Change was afoot in the early 1990s. Walls were coming down, Madonna’s look was going full Marilyn, and four mutated turtles with jaw-dropping karate skills were taking youth culture by storm. After the huge success of the first live-action Teenage Mutant Ninja Turtles film, Hollywood was ready to crank a sequel out faster than you can say "cowabunga," but it didn’t come without its obstacles. From exhausting set conditions, to clashes with the creators, to questionable collaborations, the creation of TMNT II: The Secret of the Ooze was a rollercoaster ride that could rival the drama of any Golden Age production. Read on to find out how TMNT II became one of the most disastrous movies the '90s had to offer.
The Movie Was Hastily Rushed Into Production
These days, franchises choosing to film their sequels back-to-back is not uncommon, with the last two Avengers films and the final chapters of the Harry Potter series being prominent examples. But back in the time of TMNT, it was almost unheard of.
When the first film drastically exceeded its box-office expectations, the financial backers fast-tracked production of the sequel, which came out just under a year after the release of the first entry. Golden Harvest was surprised by the first film's success and, believing audiences would soon lose interest in the Turtles, decided to strike while the iron was hot.
The Ninja Rap Was Written In Half An Hour
Every once in a while, there comes a piece of cinema whose soundtrack makes as much of a splash as the film itself. Such is the case of Secret of the Ooze. Hot off the success of “Ice, Ice, Baby,” rapper Vanilla Ice was tapped by the studio to create a theme for the sequel, which ended up earning him some substantial screen time in the third act.
While the lyrics of “The Ninja Rap” might be burrowed into your long-term memory even more than the state capitals, the song itself took Mr. Ice a mere 30 minutes to write.

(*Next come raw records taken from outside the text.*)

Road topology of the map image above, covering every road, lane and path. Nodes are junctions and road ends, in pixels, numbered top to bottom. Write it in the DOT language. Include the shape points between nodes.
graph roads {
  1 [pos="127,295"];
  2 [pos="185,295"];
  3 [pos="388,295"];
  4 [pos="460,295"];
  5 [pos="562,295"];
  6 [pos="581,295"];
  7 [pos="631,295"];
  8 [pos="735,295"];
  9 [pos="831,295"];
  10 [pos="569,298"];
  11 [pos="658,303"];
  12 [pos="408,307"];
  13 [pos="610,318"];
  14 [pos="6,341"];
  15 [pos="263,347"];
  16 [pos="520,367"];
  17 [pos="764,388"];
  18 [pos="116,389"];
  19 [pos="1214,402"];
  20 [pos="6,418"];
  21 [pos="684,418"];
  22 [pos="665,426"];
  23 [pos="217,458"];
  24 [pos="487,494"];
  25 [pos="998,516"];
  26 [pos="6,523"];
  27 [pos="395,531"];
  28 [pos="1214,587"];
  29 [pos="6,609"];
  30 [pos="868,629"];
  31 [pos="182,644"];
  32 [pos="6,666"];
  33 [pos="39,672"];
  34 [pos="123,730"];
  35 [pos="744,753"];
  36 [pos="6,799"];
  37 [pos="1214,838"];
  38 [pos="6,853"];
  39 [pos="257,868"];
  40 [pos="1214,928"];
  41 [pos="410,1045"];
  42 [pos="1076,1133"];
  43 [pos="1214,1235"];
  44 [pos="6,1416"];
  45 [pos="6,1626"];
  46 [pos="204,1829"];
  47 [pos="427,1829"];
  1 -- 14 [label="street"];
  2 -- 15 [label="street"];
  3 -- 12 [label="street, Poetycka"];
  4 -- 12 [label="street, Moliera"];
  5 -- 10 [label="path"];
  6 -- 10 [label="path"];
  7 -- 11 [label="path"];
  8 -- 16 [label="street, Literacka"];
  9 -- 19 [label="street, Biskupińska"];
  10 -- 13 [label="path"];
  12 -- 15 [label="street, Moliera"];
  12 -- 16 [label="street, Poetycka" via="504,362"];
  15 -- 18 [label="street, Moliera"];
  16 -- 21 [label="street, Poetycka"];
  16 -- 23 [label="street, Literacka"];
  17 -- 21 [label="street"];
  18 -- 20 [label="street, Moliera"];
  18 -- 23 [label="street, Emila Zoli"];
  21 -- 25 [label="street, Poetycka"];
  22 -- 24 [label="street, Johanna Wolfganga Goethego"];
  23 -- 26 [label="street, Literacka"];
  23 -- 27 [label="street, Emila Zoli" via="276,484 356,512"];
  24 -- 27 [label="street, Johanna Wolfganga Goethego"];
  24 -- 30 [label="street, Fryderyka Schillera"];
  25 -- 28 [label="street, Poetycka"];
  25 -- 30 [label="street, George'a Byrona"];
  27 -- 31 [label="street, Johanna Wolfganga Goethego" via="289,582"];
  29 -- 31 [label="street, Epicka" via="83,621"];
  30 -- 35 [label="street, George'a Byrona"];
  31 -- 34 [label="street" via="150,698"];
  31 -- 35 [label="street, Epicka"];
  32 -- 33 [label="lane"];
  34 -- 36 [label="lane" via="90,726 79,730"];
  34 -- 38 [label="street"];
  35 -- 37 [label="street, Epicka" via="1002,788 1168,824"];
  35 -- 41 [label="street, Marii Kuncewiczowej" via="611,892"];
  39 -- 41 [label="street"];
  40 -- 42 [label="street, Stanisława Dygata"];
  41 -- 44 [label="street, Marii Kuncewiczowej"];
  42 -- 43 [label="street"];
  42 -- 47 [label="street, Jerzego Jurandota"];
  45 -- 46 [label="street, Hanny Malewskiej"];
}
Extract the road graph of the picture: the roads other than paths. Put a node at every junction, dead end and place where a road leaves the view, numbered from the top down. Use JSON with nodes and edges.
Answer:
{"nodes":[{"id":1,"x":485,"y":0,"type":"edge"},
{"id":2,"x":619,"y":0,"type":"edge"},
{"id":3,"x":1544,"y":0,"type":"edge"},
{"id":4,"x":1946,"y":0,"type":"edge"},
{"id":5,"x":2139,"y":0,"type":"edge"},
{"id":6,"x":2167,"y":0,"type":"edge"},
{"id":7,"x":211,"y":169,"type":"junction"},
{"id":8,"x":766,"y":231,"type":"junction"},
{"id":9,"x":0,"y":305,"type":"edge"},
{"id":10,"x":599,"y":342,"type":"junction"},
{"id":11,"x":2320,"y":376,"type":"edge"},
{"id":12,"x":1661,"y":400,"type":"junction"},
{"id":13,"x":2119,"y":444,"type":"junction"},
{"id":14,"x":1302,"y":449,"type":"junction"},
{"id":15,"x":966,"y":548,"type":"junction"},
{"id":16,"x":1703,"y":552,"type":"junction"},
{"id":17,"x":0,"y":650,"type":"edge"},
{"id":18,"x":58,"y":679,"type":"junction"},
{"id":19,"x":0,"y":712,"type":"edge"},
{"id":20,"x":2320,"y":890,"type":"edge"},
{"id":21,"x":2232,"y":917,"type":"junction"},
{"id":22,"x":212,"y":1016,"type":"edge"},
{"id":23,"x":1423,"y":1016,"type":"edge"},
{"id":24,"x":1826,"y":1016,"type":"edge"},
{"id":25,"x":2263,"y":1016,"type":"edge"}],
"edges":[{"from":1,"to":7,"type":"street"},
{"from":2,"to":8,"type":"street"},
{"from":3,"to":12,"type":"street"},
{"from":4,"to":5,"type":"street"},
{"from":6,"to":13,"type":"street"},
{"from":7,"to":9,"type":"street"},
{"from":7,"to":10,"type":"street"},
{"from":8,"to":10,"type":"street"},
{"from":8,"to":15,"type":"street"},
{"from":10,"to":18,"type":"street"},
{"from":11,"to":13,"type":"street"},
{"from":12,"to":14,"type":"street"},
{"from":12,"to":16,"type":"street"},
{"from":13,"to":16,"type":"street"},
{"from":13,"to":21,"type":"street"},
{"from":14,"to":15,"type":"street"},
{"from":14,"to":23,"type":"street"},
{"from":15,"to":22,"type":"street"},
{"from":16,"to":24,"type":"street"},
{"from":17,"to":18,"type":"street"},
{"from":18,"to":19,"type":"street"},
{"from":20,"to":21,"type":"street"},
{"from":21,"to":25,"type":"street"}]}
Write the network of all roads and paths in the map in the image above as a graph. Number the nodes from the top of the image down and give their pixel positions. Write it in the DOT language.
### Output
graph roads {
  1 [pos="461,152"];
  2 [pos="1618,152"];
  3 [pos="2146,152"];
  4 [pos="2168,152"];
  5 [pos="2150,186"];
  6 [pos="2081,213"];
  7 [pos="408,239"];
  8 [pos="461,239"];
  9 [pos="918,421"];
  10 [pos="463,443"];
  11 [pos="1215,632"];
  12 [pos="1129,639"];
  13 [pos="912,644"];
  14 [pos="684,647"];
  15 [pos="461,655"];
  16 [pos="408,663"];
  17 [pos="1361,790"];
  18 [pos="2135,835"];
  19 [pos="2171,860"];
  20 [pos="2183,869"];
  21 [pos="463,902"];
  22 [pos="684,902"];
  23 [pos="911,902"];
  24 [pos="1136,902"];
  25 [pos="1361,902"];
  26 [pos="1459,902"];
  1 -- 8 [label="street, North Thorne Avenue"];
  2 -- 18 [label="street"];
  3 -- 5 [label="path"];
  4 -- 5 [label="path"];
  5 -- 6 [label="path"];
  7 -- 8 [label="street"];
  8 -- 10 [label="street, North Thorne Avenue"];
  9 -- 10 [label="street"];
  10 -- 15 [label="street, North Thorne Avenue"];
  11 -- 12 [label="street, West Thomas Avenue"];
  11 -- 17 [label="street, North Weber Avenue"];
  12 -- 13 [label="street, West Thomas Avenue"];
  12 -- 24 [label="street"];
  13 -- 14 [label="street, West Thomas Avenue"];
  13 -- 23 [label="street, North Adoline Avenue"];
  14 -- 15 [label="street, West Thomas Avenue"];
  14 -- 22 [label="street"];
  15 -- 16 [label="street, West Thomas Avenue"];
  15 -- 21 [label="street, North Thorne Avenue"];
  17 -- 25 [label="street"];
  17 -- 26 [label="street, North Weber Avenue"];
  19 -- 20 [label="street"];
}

Their Fighting Tools Were Taken Away
Just like the boy bands of yesteryear, each of the Turtles had their own set of characteristics that made them unique. In the comics and animated show that predated the films, the quartet’s karate tools of choice were a big part of what made them individuals.
It wasn’t until their big-screen debut that parents and educators of kids across America started to really take notice. Several childcare specialists, parents, and psychiatrists of the time identified the action in the first film as a catalyst for a rise in aggression amongst children, which appeared to spook the filmmakers into stripping the Turtles of their weaponry in the sequel.
While nobody involved in the making of TMNT II has ever publicly cited parental backlash as the reason, it’s hard not to notice the radical change in both fighting style and tone between the two films.
Safety Wasn't A Huge Priority On Set
During a Q&A screening of TMNT II, Mark Caso (who played Leonardo in the film) explained that a scene in which the turtles are trapped in a net led to a disastrous accident on set. A safety cable snapped and dropped the actors several feet.
One team member ended up with a strained back, while another suffered a broken ankle. Luckily nobody was seriously harmed, but it did put the cast and crew on edge.